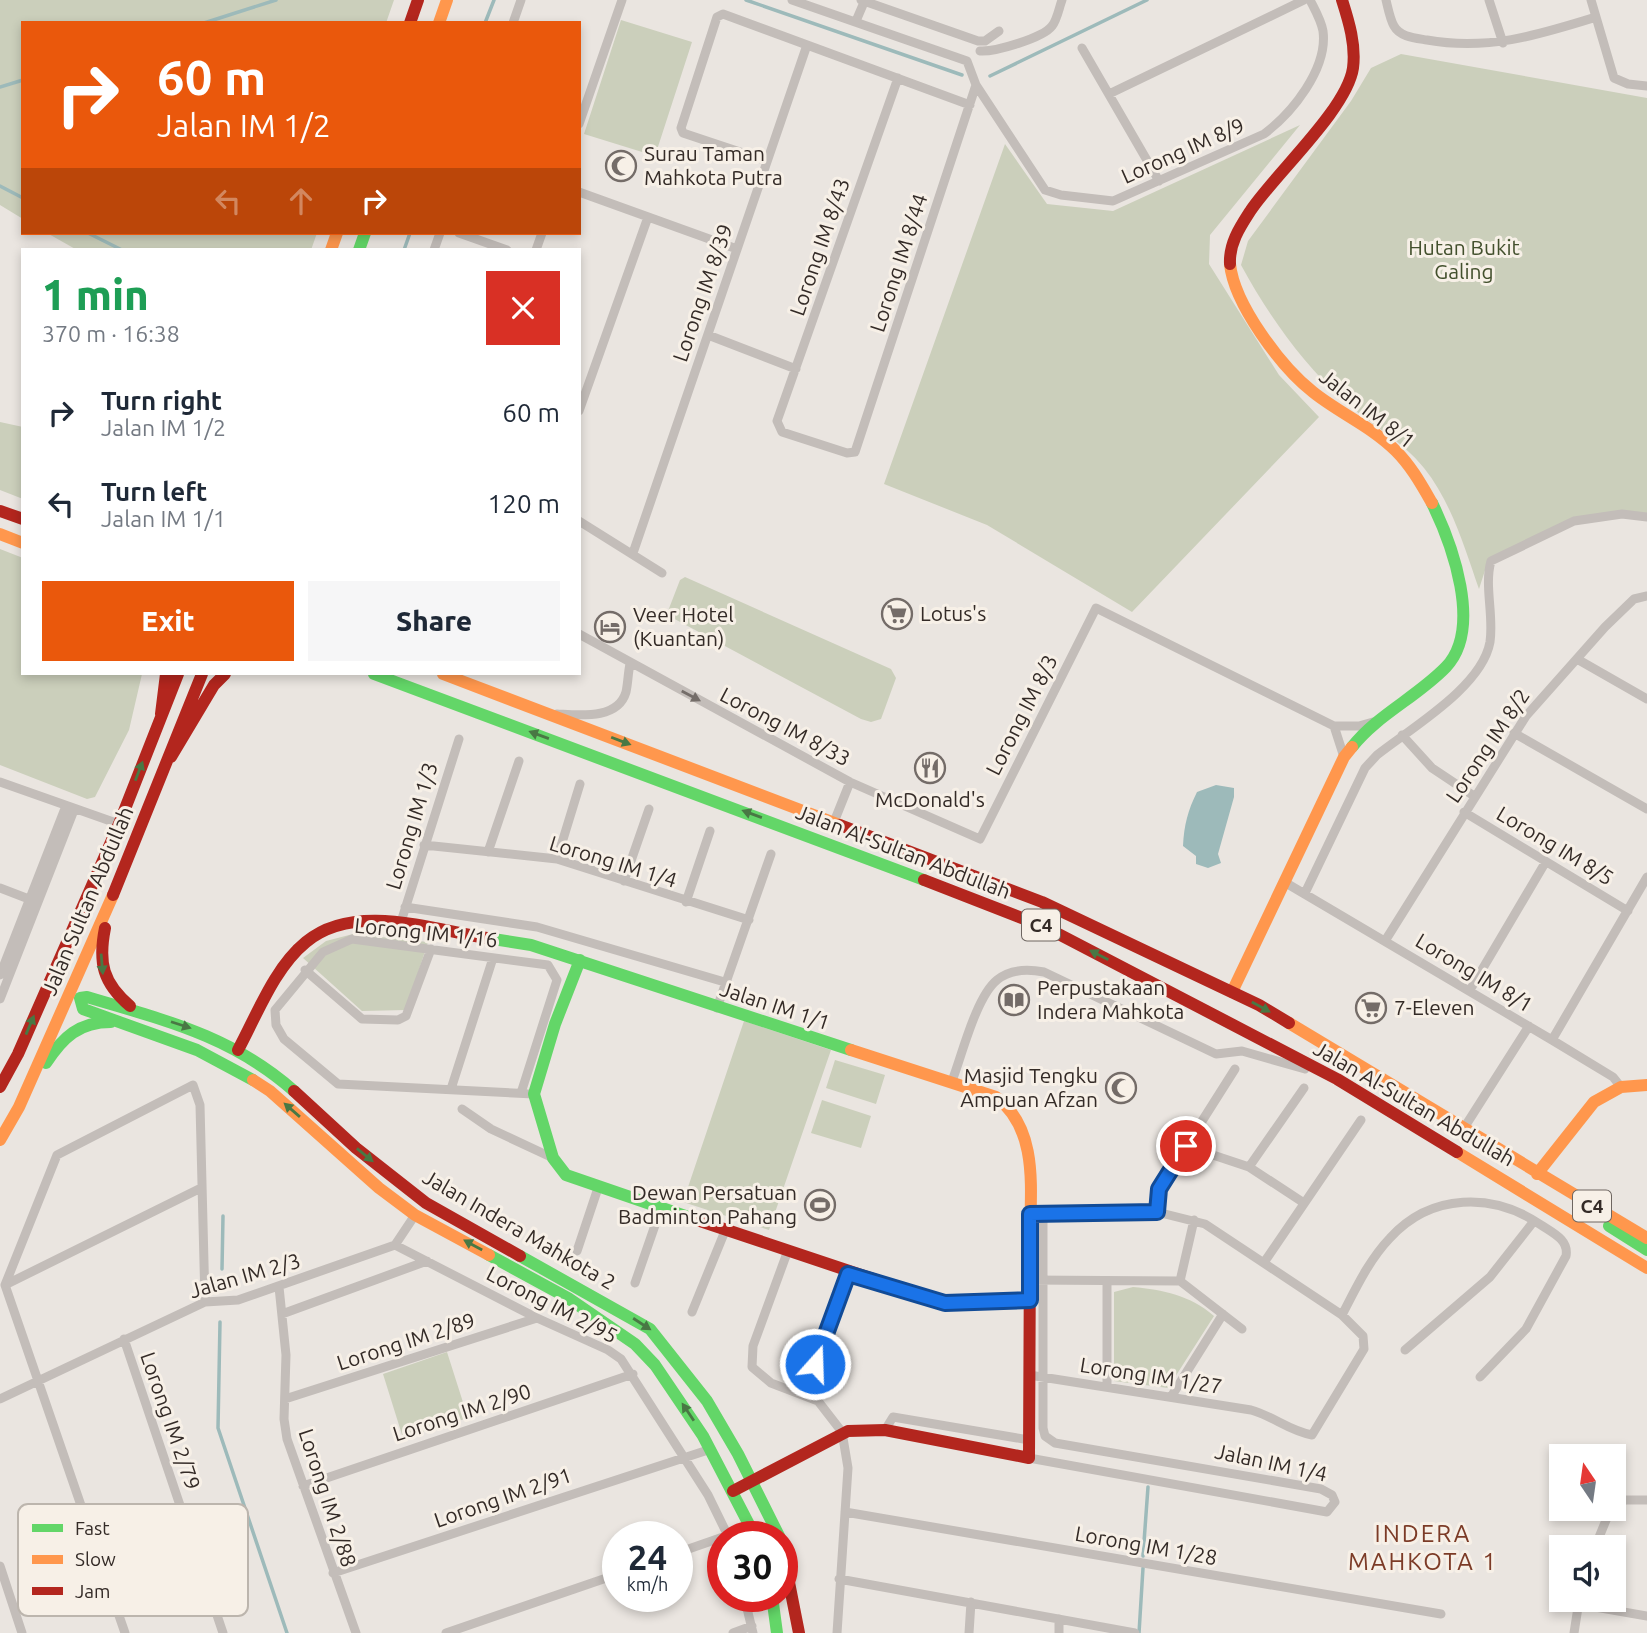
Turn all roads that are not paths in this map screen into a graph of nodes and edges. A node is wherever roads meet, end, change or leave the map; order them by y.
1 (418, 0) edge
2 (447, 0) edge
3 (521, 0) edge
4 (622, 0) edge
5 (792, 0) edge
6 (864, 0) edge
7 (1062, 0) edge
8 (1304, 0) edge
9 (1310, 0) edge
10 (1342, 0) edge
11 (1386, 0) edge
12 (1489, 0) edge
13 (1591, 0) edge
14 (1596, 17) junction
15 (411, 21) edge
16 (440, 21) edge
17 (514, 21) edge
18 (856, 21) junction
19 (999, 31) dead end
20 (985, 41) junction
21 (1503, 43) junction
22 (807, 45) junction
23 (1082, 48) dead end
24 (981, 51) junction
25 (967, 61) junction
26 (898, 78) junction
27 (976, 85) junction
28 (1647, 86) edge
29 (1109, 94) junction
30 (970, 104) junction
31 (581, 118) edge
32 (767, 161) junction
33 (1159, 181) junction
34 (581, 193) edge
35 (648, 217) junction
36 (465, 235) edge
37 (502, 248) edge
38 (737, 249) junction
39 (708, 335) junction
40 (796, 369) junction
41 (581, 405) edge
42 (778, 428) joint
43 (0, 511) edge
44 (1647, 517) edge
45 (21, 518) edge
46 (581, 522) edge
47 (0, 534) edge
48 (21, 541) edge
49 (633, 553) junction
50 (662, 573) dead end
51 (1647, 596) edge
52 (581, 635) edge
53 (1577, 659) junction
54 (631, 664) junction
55 (166, 675) edge
56 (178, 675) edge
57 (202, 675) edge
58 (224, 675) edge
59 (375, 675) edge
60 (446, 675) edge
61 (1647, 699) edge
62 (548, 713) junction
63 (161, 714) junction
64 (1381, 719) junction
65 (1334, 726) junction
66 (1514, 733) junction
67 (1402, 735) junction
68 (459, 739) dead end
69 (171, 757) junction
70 (1344, 757) junction
71 (519, 761) dead end
72 (0, 782) edge
73 (850, 782) junction
74 (580, 783) dead end
75 (1474, 796) junction
76 (70, 808) junction
77 (649, 808) dead end
78 (1647, 809) edge
79 (1464, 811) junction
80 (834, 822) junction
81 (119, 824) junction
82 (710, 831) dead end
83 (980, 839) joint
84 (424, 845) junction
85 (488, 852) junction
86 (771, 853) dead end
87 (557, 859) junction
88 (1545, 863) junction
89 (122, 874) junction
90 (1647, 877) edge
91 (624, 881) junction
92 (1286, 883) junction
93 (0, 888) edge
94 (1305, 893) junction
95 (34, 901) junction
96 (686, 902) junction
97 (405, 907) junction
98 (1628, 911) junction
99 (749, 920) junction
100 (400, 925) junction
101 (1385, 940) junction
102 (431, 949) junction
103 (493, 958) junction
104 (580, 960) junction
105 (305, 970) junction
106 (0, 975) edge
107 (728, 983) junction
108 (1469, 990) junction
109 (1232, 992) junction
110 (1, 993) edge
111 (717, 1008) junction
112 (137, 1011) junction
113 (1217, 1015) junction
114 (129, 1026) junction
115 (1529, 1026) junction
116 (1552, 1040) junction
117 (239, 1050) junction
118 (1242, 1051) junction
119 (1235, 1069) dead end
120 (1337, 1079) junction
121 (951, 1081) junction
122 (1647, 1086) edge
123 (0, 1087) edge
124 (1621, 1087) junction
125 (1304, 1088) dead end
126 (451, 1089) junction
127 (527, 1093) junction
128 (19, 1107) junction
129 (462, 1109) dead end
130 (1361, 1120) dead end
131 (1464, 1128) junction
132 (0, 1140) edge
133 (1186, 1146) junction
134 (553, 1158) junction
135 (1249, 1167) junction
136 (1537, 1174) junction
137 (201, 1188) junction
138 (598, 1188) junction
139 (1532, 1196) junction
140 (1304, 1203) junction
141 (661, 1208) junction
142 (1157, 1212) junction
143 (1043, 1213) junction
144 (1030, 1214) junction
145 (1520, 1214) junction
146 (415, 1215) junction
147 (1194, 1220) junction
148 (1534, 1221) junction
149 (725, 1231) junction
150 (1647, 1238) edge
151 (395, 1245) junction
152 (1647, 1250) edge
153 (577, 1251) dead end
154 (786, 1253) junction
155 (427, 1261) junction
156 (1265, 1261) junction
157 (1647, 1268) edge
158 (848, 1274) junction
159 (1029, 1280) junction
160 (1045, 1281) junction
161 (1107, 1281) junction
162 (1180, 1281) junction
163 (635, 1283) dead end
164 (2, 1286) edge
165 (279, 1287) junction
166 (1030, 1300) junction
167 (205, 1302) junction
168 (692, 1312) dead end
169 (282, 1314) junction
170 (1223, 1314) junction
171 (1342, 1315) junction
172 (537, 1318) junction
173 (1242, 1329) dead end
174 (124, 1339) junction
175 (1405, 1350) dead end
176 (633, 1374) junction
177 (1029, 1375) junction
178 (1044, 1377) junction
179 (1480, 1377) dead end
180 (40, 1380) junction
181 (1107, 1386) junction
182 (1171, 1396) junction
183 (0, 1399) edge
184 (285, 1399) junction
185 (818, 1401) junction
186 (886, 1430) junction
187 (842, 1432) junction
188 (1029, 1440) junction
189 (710, 1449) junction
190 (684, 1456) junction
191 (1029, 1458) junction
192 (752, 1480) junction
193 (303, 1486) junction
194 (733, 1491) junction
195 (1647, 1500) edge
196 (1626, 1503) edge
197 (82, 1504) edge
198 (180, 1504) edge
199 (845, 1512) junction
200 (719, 1521) edge
201 (748, 1521) edge
202 (772, 1521) edge
203 (0, 1566) edge
204 (333, 1573) junction
205 (602, 1579) edge
206 (839, 1579) junction
207 (971, 1602) junction
208 (748, 1612) edge
209 (774, 1612) edge
210 (795, 1612) edge
211 (1577, 1612) edge
212 (1626, 1612) edge
213 (1441, 1614) dead end
214 (119, 1616) edge
215 (217, 1616) edge
216 (1647, 1616) edge
217 (1059, 1619) junction
218 (753, 1630) edge
219 (1122, 1632) edge
220 (22, 1633) edge
221 (125, 1633) edge
222 (223, 1633) edge
223 (356, 1633) edge
224 (446, 1633) edge
225 (733, 1633) edge
226 (777, 1633) edge
227 (799, 1633) edge
228 (837, 1633) edge
229 (969, 1633) edge
230 (1059, 1633) edge
231 (1134, 1633) edge
232 (1574, 1633) edge

1 - 15 street
2 - 16 street
3 - 17 street
4 - 31 street
5 - 18 street
6 - 18 street
6 - 20 street
7 - 24 street
8 - 29 street
9 - 33 street, Lorong IM 8/9
10 - 64 street, Jalan IM 8/1
11 - 21 street
12 - 21 street
13 - 14 street
14 - 21 street
14 - 28 street
18 - 25 street
19 - 20 street
20 - 24 street
22 - 26 street
22 - 32 street, Lorong IM 8/39
22 - 32 street
23 - 29 street
24 - 25 street
25 - 27 street, Lorong IM 8/9
26 - 30 street
26 - 40 street, Lorong IM 8/43
27 - 30 street, Lorong IM 8/44
27 - 33 street, Lorong IM 8/9
29 - 33 street
30 - 42 street, Lorong IM 8/44
32 - 38 street, Lorong IM 8/39
34 - 35 street
35 - 38 street
35 - 41 street
36 - 37 street
38 - 39 street, Lorong IM 8/39
39 - 40 street
39 - 49 street, Lorong IM 8/39
40 - 42 street, Lorong IM 8/43
43 - 45 street
44 - 67 street
46 - 49 street
47 - 48 street
49 - 50 street
51 - 53 street, Lorong IM 8/2
52 - 54 street, Lorong IM 8/33
53 - 61 street
53 - 66 street, Lorong IM 8/2
54 - 62 street
54 -> 73 street, Lorong IM 8/33
55 - 63 street
56 - 63 street, Jalan Sultan Abdullah
57 - 69 street, Jalan Sultan Abdullah
58 - 69 street
113 -> 59 street, Jalan Al-Sultan Abdullah / C4
60 - 62 street, Jalan Al-Sultan Abdullah / C4
62 -> 80 street, Jalan Al-Sultan Abdullah / C4
81 -> 63 street, Jalan Sultan Abdullah
64 - 65 street
64 - 70 street, Jalan IM 8/1
65 - 70 street
65 - 83 street, Lorong IM 8/3
66 - 75 street, Lorong IM 8/2
66 - 78 street
67 - 75 street
67 - 94 street
68 - 84 street, Lorong IM 1/3
69 - 89 street, Jalan Sultan Abdullah
70 - 92 street, Jalan IM 8/1
71 - 85 street
72 - 76 street
73 - 80 street
73 - 83 street, Lorong IM 8/33
74 - 87 street
75 - 79 street, Lorong IM 8/2
76 - 81 street
76 - 95 street
77 - 91 street
79 - 88 street, Lorong IM 8/5
79 - 101 street, Lorong IM 8/2
80 - 109 street, Jalan Al-Sultan Abdullah / C4
123 -> 81 street, Jalan Sultan Abdullah
82 - 96 street
84 - 85 street, Lorong IM 1/4
84 - 97 street, Lorong IM 1/3
85 - 87 street, Lorong IM 1/4
86 - 99 street
87 - 91 street, Lorong IM 1/4
88 - 98 street, Lorong IM 8/5
88 - 108 street
89 -> 112 street
89 - 128 street, Jalan Sultan Abdullah
90 - 98 street
91 - 96 street, Lorong IM 1/4
92 - 94 street, Lorong IM 8/1
92 - 109 street, Jalan IM 8/1
93 - 95 street
94 - 101 street, Lorong IM 8/1
95 - 106 street
95 - 110 street
96 - 99 street, Lorong IM 1/4
97 - 100 street, Lorong IM 1/3
97 - 107 street, Jalan IM 1/1
98 - 116 street
99 - 107 street
100 - 104 street, Jalan IM 1/1
100 - 117 street, Jalan IM 1/1
101 - 108 street, Lorong IM 8/1
102 - 103 street, Lorong IM 1/16
102 - 105 street, Lorong IM 1/16
102 - 105 street
103 - 126 street
103 - 127 street, Lorong IM 1/16
104 - 111 street, Jalan IM 1/1
104 - 127 street
105 - 126 street, Lorong IM 1/16
107 - 111 street
108 - 115 street, Lorong IM 8/1
109 -> 131 street, Jalan Al-Sultan Abdullah / C4
111 - 121 street, Jalan IM 1/1
112 - 114 street, Jalan Indera Mahkota 2
112 -> 117 street, Jalan Indera Mahkota 2
113 - 118 street
113 - 120 street, Jalan Al-Sultan Abdullah / C4
114 - 128 street
146 -> 114 street, Jalan Indera Mahkota 2
115 - 116 street, Lorong IM 8/1
115 - 131 street
116 - 124 street, Lorong IM 8/1
117 -> 192 street, Jalan Indera Mahkota 2
118 - 120 street
118 - 121 street
119 - 133 street
120 - 139 street, Jalan Al-Sultan Abdullah / C4
121 - 144 street, Jalan IM 1/1
122 - 124 street
124 - 136 street
125 - 135 street
126 - 127 street, Lorong IM 1/16
127 - 134 street
128 - 132 street, Jalan Sultan Abdullah
129 - 134 street
130 - 140 street
131 - 136 street, Jalan Al-Sultan Abdullah / C4
133 - 135 street
133 - 142 street
134 - 138 street
135 - 140 street
136 - 150 street, Jalan Al-Sultan Abdullah / C4
136 - 152 street
137 - 164 street
137 - 164 street
137 - 167 street
138 - 141 street
138 - 153 street
139 - 145 street
139 - 157 street, Jalan Al-Sultan Abdullah / C4
140 - 156 street
141 - 149 street
141 - 163 street
142 - 143 street
142 - 147 street
143 - 144 street
143 - 160 street, Jalan IM 1/4
144 - 159 street, Jalan IM 1/1
145 - 148 street
145 - 171 street
146 - 151 street
189 -> 146 street, Jalan Indera Mahkota 2
147 - 156 street
147 - 162 street
148 - 175 street
148 - 179 street
149 - 154 street
149 - 168 street
151 - 155 street, Lorong IM 2/95
151 - 165 street, Jalan IM 2/3
154 - 158 street
154 - 185 street
155 - 169 street
155 - 172 street, Lorong IM 2/95
156 - 171 street
158 - 166 street
158 - 185 street
159 - 160 street
159 - 166 street, Jalan IM 1/1
160 - 161 street
160 - 178 street, Jalan IM 1/4
161 - 162 street
161 - 181 street
162 - 170 street
164 - 180 street
165 - 167 street, Jalan IM 2/3
165 - 169 street, Lorong IM 2/88
166 - 177 street, Jalan IM 1/1
167 - 174 street, Jalan IM 2/3
169 - 184 street, Lorong IM 2/88
170 - 173 street
170 - 182 street
171 - 182 street, Lorong IM 1/27
172 - 176 street, Lorong IM 2/95
172 - 184 street, Lorong IM 2/89
174 - 180 street, Jalan IM 2/3
174 - 198 street, Lorong IM 2/79
176 - 190 street, Lorong IM 2/95
176 - 193 street, Lorong IM 2/90
177 - 178 street, Lorong IM 1/27
177 - 188 street, Jalan IM 1/1
178 - 181 street, Lorong IM 1/27
178 - 191 street, Jalan IM 1/4
180 - 183 street, Jalan IM 2/3
180 - 197 street
181 - 182 street, Lorong IM 1/27
184 - 193 street, Lorong IM 2/88
185 - 187 street
186 - 187 street, Jalan IM 1/4
186 - 188 street, Jalan IM 1/4
186 - 191 street, Jalan IM 1/4
187 - 192 street, Jalan IM 1/4
187 - 199 street
188 - 191 street, Jalan IM 1/1
189 - 190 street, Lorong IM 2/91
189 - 194 street, Jalan Indera Mahkota 2
190 - 200 street, Lorong IM 2/95
190 - 204 street, Lorong IM 2/91
192 - 194 street, Jalan IM 1/4
192 - 202 street, Jalan Indera Mahkota 2
193 - 204 street, Lorong IM 2/88
194 - 201 street, Jalan Indera Mahkota 2
195 - 196 street
199 - 206 street
199 - 213 street, Lorong IM 1/28
203 - 220 street
204 - 223 street, Lorong IM 2/88
205 - 224 street
206 - 207 street
206 - 228 street
207 - 217 street
207 - 229 street
208 - 218 street
209 - 226 street
210 - 227 street
211 - 232 street
212 - 216 street
214 - 221 street
215 - 222 street, Lorong IM 2/79
217 - 219 street
217 - 230 street
218 - 225 street
219 - 231 street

● What you should do:
Among the lines of the records, copy out each one that contains the word "Indera".

● Result:
112 - 114 street, Jalan Indera Mahkota 2
112 -> 117 street, Jalan Indera Mahkota 2
146 -> 114 street, Jalan Indera Mahkota 2
117 -> 192 street, Jalan Indera Mahkota 2
189 -> 146 street, Jalan Indera Mahkota 2
189 - 194 street, Jalan Indera Mahkota 2
192 - 202 street, Jalan Indera Mahkota 2
194 - 201 street, Jalan Indera Mahkota 2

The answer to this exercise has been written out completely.